Culik Law Wins Bankruptcy Trial On Violation of Automatic Stay
The case was based on a credit union’s violation of the bankruptcy “automatic stay,” which generally requires that creditors stop all collection activity against consumers immediately upon notification of a bankruptcy filing. In order to resume collection efforts, a creditor must obtain permission from the Court.
In this case, the consumers alleged that the mortgage servicer added thousands of dollars in improper fees to their outstanding balance, and that it improperly applied their subsequent mortgage payments. The Bankruptcy Court previously determined that these actions were unlawful and granted summary judgment in favor of the debtors. A trial was then held in order to calculate damages, and the Court ultimately awarded a total judgment in favor of the debtors for $62,225.55.
In doing so, the Court rejected the creditor’s “computer did it” defense, which suggested that that they shouldn’t be penalized because the violations were a result of their computer software program.

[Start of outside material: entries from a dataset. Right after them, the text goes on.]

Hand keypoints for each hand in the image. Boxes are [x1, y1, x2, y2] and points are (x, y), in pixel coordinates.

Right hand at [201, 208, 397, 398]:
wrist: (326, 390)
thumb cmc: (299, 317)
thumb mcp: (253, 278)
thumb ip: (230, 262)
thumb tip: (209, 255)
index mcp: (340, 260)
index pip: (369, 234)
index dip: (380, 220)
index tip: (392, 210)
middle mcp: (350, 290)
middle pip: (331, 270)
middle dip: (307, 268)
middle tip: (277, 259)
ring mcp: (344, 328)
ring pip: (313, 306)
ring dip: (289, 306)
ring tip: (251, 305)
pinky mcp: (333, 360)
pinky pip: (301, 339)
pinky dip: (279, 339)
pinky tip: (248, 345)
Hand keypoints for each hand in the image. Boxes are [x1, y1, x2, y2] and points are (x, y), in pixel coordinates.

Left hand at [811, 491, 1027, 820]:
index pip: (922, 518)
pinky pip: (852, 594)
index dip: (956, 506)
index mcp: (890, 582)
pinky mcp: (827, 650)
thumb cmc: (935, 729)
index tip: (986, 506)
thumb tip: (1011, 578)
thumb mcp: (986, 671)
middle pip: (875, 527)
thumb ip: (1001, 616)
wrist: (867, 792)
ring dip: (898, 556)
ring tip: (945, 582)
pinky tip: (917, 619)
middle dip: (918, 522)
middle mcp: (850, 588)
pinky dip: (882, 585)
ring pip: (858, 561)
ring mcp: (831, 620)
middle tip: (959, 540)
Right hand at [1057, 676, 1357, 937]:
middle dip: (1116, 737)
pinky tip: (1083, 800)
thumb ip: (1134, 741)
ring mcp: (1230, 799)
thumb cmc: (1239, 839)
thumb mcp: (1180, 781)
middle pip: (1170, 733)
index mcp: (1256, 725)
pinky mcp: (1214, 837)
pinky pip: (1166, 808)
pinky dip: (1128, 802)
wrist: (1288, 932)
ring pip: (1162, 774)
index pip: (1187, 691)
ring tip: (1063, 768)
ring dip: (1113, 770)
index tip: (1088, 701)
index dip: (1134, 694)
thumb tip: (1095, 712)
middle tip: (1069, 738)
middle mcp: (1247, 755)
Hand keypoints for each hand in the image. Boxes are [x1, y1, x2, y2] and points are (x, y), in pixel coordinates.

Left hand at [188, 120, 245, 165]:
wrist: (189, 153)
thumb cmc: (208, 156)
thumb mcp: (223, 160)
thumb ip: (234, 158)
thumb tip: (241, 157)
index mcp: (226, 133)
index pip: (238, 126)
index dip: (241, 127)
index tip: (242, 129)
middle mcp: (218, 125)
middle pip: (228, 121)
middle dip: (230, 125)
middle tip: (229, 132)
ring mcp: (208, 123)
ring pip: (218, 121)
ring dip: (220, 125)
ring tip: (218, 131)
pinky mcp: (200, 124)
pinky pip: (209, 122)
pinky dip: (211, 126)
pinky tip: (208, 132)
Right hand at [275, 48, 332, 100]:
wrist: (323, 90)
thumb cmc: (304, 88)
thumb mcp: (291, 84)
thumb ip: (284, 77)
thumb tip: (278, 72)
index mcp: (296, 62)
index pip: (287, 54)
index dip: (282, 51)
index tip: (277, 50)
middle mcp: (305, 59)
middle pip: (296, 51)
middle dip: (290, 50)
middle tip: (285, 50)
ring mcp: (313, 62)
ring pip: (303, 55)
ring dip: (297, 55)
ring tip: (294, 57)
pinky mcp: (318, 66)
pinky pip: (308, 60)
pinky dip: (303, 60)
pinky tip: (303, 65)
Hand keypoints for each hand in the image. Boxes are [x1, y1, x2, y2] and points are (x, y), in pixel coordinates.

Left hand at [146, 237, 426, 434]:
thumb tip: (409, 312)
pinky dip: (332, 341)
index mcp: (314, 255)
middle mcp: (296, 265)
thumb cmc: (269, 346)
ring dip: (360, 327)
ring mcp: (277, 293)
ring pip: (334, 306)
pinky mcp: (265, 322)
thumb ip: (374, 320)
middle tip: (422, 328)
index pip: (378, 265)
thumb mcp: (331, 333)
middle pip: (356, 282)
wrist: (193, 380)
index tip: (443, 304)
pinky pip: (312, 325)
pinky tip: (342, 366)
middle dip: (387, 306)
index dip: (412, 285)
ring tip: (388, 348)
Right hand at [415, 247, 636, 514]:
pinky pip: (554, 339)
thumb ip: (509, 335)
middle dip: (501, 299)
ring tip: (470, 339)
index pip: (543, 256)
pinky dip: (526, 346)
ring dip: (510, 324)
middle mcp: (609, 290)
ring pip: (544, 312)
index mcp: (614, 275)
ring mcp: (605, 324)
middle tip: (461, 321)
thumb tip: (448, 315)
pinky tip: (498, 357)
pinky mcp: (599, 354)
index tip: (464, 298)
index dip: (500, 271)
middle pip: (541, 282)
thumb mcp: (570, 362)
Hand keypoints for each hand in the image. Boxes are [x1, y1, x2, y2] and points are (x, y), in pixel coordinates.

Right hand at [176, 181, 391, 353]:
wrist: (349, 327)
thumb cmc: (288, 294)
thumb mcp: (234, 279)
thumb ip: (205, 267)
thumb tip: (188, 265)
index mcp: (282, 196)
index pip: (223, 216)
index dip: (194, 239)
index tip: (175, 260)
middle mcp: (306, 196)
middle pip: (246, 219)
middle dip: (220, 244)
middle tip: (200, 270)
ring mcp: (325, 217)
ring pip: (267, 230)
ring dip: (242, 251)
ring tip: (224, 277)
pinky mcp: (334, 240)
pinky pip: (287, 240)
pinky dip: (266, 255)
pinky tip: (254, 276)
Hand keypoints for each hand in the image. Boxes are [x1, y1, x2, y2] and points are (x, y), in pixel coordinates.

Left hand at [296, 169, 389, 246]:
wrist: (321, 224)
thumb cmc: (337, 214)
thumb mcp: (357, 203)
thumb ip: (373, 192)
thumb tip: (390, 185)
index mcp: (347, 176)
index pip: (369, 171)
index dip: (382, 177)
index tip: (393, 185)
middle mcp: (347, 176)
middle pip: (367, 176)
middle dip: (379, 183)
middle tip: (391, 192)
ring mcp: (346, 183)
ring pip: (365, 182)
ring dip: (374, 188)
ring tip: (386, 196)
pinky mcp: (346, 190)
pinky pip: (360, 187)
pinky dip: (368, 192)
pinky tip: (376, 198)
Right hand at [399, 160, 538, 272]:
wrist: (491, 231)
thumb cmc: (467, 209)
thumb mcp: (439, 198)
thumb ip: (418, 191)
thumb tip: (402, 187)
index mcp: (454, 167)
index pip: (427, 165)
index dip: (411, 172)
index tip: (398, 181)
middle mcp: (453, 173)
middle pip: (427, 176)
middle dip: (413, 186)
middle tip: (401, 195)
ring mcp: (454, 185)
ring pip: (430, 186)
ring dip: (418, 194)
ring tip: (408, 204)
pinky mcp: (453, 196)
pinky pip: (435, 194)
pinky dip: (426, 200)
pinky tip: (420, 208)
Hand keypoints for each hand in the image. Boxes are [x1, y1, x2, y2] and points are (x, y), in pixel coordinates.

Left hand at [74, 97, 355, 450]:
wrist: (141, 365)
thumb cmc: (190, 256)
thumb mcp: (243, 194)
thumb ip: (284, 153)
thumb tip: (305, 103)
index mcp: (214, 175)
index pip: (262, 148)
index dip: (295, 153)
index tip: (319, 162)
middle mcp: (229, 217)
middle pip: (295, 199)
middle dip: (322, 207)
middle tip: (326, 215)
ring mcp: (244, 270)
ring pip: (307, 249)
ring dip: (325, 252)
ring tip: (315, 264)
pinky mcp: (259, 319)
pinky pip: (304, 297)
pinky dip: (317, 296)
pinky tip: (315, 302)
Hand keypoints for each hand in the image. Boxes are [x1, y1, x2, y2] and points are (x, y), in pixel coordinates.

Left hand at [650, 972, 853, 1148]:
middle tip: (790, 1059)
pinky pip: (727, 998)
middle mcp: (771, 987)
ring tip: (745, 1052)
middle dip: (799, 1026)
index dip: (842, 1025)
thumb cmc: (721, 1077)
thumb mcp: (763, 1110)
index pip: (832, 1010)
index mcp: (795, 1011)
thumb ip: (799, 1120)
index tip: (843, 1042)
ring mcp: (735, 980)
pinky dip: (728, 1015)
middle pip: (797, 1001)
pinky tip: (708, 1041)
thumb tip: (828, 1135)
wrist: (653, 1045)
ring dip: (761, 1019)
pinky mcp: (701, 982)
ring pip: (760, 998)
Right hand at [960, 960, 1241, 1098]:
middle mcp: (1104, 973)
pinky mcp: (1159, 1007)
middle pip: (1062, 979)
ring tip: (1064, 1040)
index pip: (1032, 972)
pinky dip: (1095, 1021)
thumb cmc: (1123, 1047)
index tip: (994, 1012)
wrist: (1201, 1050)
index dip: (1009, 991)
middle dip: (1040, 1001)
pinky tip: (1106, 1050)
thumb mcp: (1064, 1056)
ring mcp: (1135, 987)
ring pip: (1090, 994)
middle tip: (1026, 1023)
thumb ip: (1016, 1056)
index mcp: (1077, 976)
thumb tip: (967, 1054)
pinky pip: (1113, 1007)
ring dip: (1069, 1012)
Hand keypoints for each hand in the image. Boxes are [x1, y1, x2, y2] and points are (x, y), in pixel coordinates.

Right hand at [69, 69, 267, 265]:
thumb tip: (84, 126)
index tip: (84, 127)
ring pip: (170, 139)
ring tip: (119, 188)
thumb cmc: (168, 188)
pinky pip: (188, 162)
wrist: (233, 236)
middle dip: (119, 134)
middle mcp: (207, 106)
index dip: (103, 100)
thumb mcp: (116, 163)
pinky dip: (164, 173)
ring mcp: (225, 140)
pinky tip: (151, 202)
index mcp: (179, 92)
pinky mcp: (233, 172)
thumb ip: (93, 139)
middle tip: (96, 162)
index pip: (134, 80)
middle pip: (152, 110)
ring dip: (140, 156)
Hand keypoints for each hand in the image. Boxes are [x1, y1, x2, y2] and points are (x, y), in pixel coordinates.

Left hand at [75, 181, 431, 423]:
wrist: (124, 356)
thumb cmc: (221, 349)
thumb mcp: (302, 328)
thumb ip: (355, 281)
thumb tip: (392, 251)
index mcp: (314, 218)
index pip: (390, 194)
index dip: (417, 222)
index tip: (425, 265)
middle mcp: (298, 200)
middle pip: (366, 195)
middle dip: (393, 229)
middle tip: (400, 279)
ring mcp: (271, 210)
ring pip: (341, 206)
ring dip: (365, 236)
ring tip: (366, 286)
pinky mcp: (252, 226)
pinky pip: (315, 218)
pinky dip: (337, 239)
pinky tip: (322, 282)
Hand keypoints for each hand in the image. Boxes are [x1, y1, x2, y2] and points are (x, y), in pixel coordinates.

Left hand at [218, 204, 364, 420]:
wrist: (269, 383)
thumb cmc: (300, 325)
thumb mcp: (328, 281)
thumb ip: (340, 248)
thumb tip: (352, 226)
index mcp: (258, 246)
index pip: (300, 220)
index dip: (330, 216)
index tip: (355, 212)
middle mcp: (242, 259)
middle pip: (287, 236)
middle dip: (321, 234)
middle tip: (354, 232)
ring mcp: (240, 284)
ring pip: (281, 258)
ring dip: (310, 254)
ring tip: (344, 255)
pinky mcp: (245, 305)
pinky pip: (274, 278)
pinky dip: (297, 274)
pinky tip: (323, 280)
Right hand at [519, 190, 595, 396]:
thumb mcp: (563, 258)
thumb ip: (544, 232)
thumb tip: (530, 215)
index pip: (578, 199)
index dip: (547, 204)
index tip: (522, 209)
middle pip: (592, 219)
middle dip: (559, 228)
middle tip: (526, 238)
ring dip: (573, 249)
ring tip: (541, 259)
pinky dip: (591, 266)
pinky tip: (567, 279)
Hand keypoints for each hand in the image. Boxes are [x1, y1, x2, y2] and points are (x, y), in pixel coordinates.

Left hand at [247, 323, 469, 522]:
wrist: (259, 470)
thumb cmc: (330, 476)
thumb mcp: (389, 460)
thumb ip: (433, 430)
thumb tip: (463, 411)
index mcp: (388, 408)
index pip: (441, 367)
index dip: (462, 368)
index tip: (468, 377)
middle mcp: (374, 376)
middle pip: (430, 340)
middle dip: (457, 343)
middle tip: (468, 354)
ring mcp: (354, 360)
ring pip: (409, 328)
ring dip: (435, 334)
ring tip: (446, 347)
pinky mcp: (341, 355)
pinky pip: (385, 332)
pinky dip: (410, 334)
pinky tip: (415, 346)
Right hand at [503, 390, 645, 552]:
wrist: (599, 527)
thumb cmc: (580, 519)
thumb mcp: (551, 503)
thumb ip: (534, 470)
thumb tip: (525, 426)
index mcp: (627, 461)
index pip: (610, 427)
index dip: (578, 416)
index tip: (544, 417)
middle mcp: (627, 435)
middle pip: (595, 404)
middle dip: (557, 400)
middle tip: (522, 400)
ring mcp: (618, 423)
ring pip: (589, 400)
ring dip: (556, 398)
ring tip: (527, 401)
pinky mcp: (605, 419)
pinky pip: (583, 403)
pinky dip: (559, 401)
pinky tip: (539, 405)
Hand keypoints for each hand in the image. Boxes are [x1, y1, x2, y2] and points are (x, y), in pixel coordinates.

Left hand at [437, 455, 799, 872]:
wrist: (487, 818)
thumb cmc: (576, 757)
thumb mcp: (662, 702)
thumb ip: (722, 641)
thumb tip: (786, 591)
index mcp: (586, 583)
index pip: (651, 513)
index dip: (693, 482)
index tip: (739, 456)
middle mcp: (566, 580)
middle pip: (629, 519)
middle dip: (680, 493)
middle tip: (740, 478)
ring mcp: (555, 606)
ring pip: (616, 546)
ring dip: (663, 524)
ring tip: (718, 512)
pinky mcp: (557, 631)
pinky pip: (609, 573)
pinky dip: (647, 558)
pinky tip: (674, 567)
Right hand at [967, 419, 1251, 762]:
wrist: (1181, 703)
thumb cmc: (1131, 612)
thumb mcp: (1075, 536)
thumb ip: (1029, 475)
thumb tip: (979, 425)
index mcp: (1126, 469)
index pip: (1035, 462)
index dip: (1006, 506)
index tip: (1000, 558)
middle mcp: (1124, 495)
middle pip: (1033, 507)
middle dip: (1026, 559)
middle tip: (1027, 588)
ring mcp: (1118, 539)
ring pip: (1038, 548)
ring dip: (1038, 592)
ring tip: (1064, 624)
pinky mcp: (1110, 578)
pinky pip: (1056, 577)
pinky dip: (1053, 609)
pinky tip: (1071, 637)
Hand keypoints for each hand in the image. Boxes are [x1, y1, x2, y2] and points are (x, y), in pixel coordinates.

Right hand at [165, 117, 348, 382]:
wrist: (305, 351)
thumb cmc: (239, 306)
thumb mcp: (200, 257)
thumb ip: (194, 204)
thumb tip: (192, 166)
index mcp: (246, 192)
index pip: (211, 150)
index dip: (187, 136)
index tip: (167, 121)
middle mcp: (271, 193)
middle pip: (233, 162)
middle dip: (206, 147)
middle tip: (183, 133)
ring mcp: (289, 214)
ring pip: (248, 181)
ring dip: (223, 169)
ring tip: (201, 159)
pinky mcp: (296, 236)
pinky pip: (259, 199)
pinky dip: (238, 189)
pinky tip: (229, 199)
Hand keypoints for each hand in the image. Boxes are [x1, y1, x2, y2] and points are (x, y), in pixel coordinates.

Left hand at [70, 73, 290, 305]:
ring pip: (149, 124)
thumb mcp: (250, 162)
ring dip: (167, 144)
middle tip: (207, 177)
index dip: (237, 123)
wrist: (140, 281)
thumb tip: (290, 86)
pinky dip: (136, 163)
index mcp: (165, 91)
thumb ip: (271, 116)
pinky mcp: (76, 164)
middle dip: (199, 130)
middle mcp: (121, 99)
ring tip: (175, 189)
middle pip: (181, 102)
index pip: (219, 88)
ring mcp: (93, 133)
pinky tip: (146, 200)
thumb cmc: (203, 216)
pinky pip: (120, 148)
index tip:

Instead, this type of a defense “is a nonstarter . . . since intelligent beings still control the computer and could have altered the programming appropriately.” In re McCormack, 203 B.R. 521, 524 (Bankr. D. N.H. 1996).
A bankruptcy case is intended to provide you with a fresh start, and improper creditor actions can prevent you from realizing the benefits of a true fresh start. Violations of your bankruptcy rights are therefore a serious matter, and Culik Law makes it a priority to seek out and litigate on these issues for consumers.